The Jordan Rules

By Sam Smith




What a difference 15 years makes!  When this book came out, it was extremely controversial because it portrayed Michael Jordan in an unflattering light.  I read part of it in 1992 and thought it was too much mudslinging for my tastes and I put it down.  Back then, I bought Wheaties boxes with Jordan on it and thought he was extremely cool.

In 1998, I created my tongue-in-cheek anti-Jordan web page.  By this time, I was not much of a fan of Jordan.  I read another part of the book to use on the website and thought it was far rougher than even I was.

Now, in 2007, I read it again.  This was long after the luster of Jordan had worn off.  He was exposed as a bully, homophobe, and all-around jerk after his stint in Washington.  His teammates were not in awe of his greatness and were happy to see him retire.

This time, I appreciated just how groundbreaking this book was.  Smith wrote one an extremely important book.  He exposed the other side of the product of Madison Avenue.  It's not that Jordan was an evil person.  He WAS a selfish, self-centered, elitist.  He had abilities that others could only dream of.  He could take on an opponent single-handedly unlike any guard in history.  He had moves from another world.  However, he could not understand how teammates of lesser abilities could not do the things he could.  Therefore, he put it on his shoulders to try and win by himself.  In addition, he wanted glory for himself.  He once said he wanted to win, but he wanted to be the reason his team won.  That selfishness and need for glory followed him throughout his career.  As the 1991 playoffs wore on, Jordan began learning to trust his teammates, his coaches, and the Triangle offense.  However, he still wanted the glory for himself, and this trait followed him throughout his career.  Smith exposed this, and in the process, wrote a landmark sports book.

Beyond the importance of taking on Jordan, Smith's book chronicles the 1991 Chicago Bulls and how they rose to the ranks of NBA champions.  He goes through the bumps in the road and the glories.  He covers the players and their battles with each other, their camaraderie, their common hatred of management.  In the midst of the storm is coach Phil Jackson, who struggles to take the Bulls to new heights while juggling the egos.  He has to sell the team, and especially Jordan, on the Triangle offense.  He wants more ball movement, while trying to convince Jordan that it won't take away from him.  He needs Jordan to trust his teammates and sacrifice his game for the good of the team, while Jordan sees it as a way of de-Michaelizing the Bulls.  He has to treat Jordan with special treatment, while keeping the team from resenting him too much for it.  It is an intriguing story of leadership.

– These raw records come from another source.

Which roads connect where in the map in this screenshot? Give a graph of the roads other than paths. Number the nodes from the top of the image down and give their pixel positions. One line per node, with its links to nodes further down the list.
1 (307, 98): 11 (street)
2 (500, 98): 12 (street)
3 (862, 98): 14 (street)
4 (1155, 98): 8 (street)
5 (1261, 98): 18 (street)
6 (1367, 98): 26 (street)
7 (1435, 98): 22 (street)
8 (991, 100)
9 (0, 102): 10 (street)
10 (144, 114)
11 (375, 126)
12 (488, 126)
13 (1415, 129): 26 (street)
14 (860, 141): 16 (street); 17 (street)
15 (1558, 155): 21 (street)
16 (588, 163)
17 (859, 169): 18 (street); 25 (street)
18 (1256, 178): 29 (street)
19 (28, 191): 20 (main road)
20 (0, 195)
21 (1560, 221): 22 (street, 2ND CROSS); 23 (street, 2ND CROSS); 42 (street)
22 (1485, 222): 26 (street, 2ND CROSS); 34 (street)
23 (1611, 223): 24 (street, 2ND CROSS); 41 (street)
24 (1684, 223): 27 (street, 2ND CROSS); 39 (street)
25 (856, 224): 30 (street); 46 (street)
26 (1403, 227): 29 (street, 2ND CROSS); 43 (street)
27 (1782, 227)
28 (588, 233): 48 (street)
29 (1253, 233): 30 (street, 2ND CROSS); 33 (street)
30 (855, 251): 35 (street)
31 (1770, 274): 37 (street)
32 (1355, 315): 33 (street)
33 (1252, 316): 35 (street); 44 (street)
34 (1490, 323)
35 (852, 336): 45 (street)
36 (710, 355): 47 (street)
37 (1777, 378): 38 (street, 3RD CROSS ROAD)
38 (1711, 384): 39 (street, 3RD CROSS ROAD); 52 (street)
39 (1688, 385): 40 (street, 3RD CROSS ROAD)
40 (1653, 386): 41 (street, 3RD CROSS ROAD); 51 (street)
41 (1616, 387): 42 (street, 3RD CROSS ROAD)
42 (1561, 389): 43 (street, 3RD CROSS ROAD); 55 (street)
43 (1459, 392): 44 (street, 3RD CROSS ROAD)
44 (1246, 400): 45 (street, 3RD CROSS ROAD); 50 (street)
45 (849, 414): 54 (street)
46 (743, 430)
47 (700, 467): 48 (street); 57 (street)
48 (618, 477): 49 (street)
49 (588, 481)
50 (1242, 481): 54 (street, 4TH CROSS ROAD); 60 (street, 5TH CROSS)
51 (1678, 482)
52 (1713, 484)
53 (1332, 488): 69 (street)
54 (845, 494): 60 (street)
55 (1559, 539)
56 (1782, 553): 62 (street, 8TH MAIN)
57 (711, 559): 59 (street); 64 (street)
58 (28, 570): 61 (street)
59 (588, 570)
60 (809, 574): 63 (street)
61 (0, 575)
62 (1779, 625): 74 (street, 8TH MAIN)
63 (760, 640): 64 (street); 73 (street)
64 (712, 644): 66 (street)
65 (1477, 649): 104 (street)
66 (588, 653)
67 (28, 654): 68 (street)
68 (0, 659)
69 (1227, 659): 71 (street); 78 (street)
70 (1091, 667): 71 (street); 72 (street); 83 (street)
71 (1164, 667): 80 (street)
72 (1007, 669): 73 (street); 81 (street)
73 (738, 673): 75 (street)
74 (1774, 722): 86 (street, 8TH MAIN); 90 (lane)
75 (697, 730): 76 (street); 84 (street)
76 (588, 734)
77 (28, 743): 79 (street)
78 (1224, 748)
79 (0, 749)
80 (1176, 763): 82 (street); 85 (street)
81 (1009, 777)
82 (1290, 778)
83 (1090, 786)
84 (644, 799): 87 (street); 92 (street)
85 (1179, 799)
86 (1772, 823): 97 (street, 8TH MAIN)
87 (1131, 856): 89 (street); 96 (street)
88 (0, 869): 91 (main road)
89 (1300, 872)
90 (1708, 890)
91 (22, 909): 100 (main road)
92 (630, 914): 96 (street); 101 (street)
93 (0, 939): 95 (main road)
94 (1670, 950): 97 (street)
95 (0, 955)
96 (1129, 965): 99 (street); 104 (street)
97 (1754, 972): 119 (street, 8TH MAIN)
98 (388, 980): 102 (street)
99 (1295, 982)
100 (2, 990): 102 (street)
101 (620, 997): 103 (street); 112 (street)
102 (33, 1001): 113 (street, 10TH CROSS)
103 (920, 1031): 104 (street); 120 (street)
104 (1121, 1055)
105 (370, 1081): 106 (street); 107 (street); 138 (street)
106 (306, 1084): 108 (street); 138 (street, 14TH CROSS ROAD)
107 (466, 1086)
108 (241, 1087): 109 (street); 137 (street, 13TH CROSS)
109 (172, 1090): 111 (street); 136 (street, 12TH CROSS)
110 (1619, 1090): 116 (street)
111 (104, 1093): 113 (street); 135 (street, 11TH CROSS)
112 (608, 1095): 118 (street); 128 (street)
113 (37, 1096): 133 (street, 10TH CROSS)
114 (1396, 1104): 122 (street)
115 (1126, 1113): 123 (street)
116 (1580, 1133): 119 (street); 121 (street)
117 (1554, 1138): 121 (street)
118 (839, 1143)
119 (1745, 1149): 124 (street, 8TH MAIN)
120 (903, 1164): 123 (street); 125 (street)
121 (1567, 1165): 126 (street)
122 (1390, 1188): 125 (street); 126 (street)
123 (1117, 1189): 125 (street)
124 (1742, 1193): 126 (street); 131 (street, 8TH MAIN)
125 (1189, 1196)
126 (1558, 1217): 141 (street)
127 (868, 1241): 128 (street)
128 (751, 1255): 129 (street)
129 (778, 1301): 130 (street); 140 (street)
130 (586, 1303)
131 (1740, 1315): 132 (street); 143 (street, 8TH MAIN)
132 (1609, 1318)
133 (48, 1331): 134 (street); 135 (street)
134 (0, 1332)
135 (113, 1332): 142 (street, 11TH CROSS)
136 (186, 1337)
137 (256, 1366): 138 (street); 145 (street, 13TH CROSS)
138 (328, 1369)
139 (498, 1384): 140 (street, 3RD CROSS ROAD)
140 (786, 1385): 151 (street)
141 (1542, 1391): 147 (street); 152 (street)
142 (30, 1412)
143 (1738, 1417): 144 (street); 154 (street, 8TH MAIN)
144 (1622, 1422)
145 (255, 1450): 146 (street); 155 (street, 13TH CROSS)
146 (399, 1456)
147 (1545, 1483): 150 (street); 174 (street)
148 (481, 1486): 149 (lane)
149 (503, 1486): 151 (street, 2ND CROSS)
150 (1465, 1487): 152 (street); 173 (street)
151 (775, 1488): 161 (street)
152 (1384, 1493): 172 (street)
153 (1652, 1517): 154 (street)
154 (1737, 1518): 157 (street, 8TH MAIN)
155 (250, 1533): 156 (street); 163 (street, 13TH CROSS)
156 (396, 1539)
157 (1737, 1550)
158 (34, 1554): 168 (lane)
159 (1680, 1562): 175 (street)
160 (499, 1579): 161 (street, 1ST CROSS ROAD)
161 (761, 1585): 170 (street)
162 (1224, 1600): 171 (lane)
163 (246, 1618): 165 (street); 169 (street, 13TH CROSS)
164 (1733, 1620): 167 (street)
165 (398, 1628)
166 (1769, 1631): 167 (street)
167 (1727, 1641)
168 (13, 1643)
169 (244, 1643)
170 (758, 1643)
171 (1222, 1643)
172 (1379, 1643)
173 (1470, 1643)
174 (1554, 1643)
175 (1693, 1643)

He also details players' battles with management over money -- namely, Scottie Pippen, Horace Grant, Cliff Levingston, Bill Cartwright, and John Paxson.  Meanwhile, Jerry Krause is trying to sign European sensation Toni Kukoc without losing the rest of the team.

Cameron Stauth's The Franchise has always been the standard by which single-season books have been measured.  This book in on that level.  The Franchise shows you the inner workings from the front office.  This book takes you inside the locker room, practice, and the airplane -- different sides of the same coin.

One final note: Smith isn't on a witch hunt against Jordan.  He acknowledges his amazing ability, his killer instinct.  He also shows how good he is with kids, and how he struggles with his fame.  Unlike most reporters, he shows a 3-dimensional view of this complex superstar.

Introspection:  3
Insight:  5
History:  1990-91
Readability:  5

The Jordan Rules: The Inside Story of a Turbulent Season with Michael Jordan and the Chicago Bulls.  Sam Smith.  Simon & Schuster.  1992.